И никак нельзя было понять, нравятся ему стихи или не нравятся.
Через много лет после этого я слышал, как Станиславский сказал на репетиции «Растратчиков» одному актеру:

– Можете играть хорошо. Можеть играть плохо. Играйте, как вам угодно. Меня это не интересует. Мне важно, чтобы вы играли верно.

Думаю, тогда Бунин искал в моих стихах – где верно. Остальное ему было безразлично.
Дойдя до одного стихотворения, где я описывал осень на даче (ну уж, разумеется, на даче А. М. Федорова), Бунин не торопясь прочитал его вполголоса и остановился на последней строфе, где мною в поэтической форме была выражена та мысль, что поэт, он же и живописец (дело в том, что Федоров занимался также и живописью), написав натюрморт – глиняный кувшин с астрами, как бы спас эти последние цветы от смерти, дал им на своем полотне вечную жизнь – или что-нибудь в этом роде.
«А в кувшине осенние цветы, их спас поэт от раннего ненастья, и вот они – остатки красоты – живут в мечтах утраченного счастья».

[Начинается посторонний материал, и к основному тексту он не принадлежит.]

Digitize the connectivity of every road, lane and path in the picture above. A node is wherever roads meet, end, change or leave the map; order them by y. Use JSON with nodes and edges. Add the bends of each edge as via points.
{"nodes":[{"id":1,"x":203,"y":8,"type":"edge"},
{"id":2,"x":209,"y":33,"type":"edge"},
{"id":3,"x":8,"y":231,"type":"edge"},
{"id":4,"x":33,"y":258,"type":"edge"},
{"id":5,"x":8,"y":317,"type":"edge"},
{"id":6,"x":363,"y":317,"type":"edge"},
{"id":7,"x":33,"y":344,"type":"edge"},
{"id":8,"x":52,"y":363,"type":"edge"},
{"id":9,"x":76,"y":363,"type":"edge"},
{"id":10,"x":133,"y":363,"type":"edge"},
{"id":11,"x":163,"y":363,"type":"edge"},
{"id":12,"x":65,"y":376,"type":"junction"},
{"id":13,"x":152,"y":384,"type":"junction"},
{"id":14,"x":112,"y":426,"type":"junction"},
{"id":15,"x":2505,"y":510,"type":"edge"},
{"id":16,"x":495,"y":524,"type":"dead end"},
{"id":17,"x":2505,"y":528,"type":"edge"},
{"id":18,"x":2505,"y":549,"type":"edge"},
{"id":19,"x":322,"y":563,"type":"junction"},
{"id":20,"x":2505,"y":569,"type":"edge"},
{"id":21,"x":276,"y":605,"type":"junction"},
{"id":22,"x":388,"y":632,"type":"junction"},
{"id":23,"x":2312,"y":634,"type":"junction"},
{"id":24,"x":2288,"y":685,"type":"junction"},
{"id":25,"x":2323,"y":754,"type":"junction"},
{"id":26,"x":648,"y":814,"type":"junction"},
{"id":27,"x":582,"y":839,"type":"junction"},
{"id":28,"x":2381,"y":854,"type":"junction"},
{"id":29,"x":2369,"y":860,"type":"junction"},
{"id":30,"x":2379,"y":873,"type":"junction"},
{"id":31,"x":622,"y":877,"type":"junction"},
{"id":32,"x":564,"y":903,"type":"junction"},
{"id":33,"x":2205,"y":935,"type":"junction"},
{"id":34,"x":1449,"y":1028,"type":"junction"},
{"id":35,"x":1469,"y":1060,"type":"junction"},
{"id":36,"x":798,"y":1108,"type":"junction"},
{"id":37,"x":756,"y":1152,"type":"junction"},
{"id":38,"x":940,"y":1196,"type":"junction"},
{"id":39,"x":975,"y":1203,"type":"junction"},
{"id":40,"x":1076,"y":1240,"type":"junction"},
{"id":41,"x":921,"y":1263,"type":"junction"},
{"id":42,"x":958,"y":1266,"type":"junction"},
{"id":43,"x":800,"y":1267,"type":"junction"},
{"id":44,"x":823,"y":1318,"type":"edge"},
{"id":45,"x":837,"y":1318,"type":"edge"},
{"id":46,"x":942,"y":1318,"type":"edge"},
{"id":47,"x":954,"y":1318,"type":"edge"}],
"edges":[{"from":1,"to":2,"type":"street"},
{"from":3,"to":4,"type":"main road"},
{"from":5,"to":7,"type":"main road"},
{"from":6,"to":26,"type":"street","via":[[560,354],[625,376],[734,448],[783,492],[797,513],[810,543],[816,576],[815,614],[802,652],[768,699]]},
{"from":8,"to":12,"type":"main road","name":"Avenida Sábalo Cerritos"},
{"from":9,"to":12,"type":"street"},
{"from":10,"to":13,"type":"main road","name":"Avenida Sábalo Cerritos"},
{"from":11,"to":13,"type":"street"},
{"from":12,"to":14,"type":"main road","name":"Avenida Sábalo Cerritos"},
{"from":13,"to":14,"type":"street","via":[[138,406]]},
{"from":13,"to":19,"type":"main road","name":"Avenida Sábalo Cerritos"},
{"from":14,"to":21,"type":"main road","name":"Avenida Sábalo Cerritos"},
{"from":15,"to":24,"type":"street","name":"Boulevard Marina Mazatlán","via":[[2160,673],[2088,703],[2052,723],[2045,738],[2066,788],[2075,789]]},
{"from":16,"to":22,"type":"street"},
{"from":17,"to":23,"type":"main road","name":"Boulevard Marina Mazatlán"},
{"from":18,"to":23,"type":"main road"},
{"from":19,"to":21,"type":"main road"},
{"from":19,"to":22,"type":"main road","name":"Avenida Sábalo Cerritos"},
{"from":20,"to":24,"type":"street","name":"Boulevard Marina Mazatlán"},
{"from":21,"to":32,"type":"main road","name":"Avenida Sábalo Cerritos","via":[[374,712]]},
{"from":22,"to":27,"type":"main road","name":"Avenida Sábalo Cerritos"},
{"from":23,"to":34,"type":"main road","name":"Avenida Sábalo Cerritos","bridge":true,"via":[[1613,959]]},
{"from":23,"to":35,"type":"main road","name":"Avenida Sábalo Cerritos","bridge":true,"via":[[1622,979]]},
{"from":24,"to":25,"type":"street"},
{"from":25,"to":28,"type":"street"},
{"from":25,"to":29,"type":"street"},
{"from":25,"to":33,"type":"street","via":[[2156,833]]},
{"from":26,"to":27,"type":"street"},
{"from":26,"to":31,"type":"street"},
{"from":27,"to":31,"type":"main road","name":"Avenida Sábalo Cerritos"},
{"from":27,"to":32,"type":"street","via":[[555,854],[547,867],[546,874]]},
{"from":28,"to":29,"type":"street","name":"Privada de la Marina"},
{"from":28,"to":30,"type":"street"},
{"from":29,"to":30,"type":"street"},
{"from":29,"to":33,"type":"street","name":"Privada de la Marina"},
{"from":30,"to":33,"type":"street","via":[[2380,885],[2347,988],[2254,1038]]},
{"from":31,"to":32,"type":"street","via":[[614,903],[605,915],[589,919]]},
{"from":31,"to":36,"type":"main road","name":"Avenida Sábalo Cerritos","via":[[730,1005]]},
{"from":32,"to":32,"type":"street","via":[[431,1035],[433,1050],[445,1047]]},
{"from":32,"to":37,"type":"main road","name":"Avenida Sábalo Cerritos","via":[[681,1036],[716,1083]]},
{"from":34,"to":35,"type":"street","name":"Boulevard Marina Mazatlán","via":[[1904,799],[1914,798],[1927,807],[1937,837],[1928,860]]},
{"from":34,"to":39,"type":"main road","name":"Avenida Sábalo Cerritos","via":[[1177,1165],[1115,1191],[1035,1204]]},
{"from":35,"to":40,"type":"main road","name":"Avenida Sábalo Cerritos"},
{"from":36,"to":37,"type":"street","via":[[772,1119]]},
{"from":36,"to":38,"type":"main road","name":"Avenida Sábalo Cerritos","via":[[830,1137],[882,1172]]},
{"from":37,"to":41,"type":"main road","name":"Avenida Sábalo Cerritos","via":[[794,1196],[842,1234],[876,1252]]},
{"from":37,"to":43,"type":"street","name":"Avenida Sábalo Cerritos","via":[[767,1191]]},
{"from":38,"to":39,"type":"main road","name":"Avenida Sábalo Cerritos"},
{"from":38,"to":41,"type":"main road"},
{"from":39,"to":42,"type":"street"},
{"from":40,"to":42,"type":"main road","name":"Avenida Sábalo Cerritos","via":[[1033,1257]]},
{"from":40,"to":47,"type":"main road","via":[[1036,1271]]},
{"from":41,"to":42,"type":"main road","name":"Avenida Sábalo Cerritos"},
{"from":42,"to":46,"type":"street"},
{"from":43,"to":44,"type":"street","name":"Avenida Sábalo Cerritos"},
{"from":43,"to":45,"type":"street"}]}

Бунин поморщился, как от зубной боли.

– Вы, собственно, что здесь имели в виду? – спросил он. – По всей вероятности, мастерскую Александра Митрофановича на втором этаже, где он пишет свои натюрморты? Не так ли? В таком случае лучше было бы написать так.
Бунин перечеркнул последнюю строфу карандашом, а на полях написал: «А на столе осенние цветы. Их спас поэт в саду от ранней смерти».
Он немного подумал и затем решительно закончил: «Этюдники. Помятые холсты. И чья-то шляпа на мольберте».

Я был поражен точностью, краткостью, вещественностью, с которой Бунин, как бы тремя ударами кисти, среди моих слепых общих строчек вдруг изобразил мастерскую своего друга Федорова, выбрав самые что ни на есть необходимые подробности: этюдники, холсты. Шляпа. Мольберт.

Какой скупой словарь!

С поразительной ясностью я увидел тяжелый, грубо сколоченный, запачканный красками мольберт и на нем небрежно повешенную бархатную шляпу с артистически заломленными полями, по-тирольски – вверх и вниз, – что удивительно верно передавало весь характер Федорова с его изящным дилетантизмом и невинными покушениями на богемистость.
Почему-то мне потом часто представлялось, что именно такую бархатную, оливкового цвета шляпу с полями, загнутыми по-тирольски, непременно носил известный в свое время критик и эстетик Юрий Айхенвальд. А может быть, и Корней Чуковский.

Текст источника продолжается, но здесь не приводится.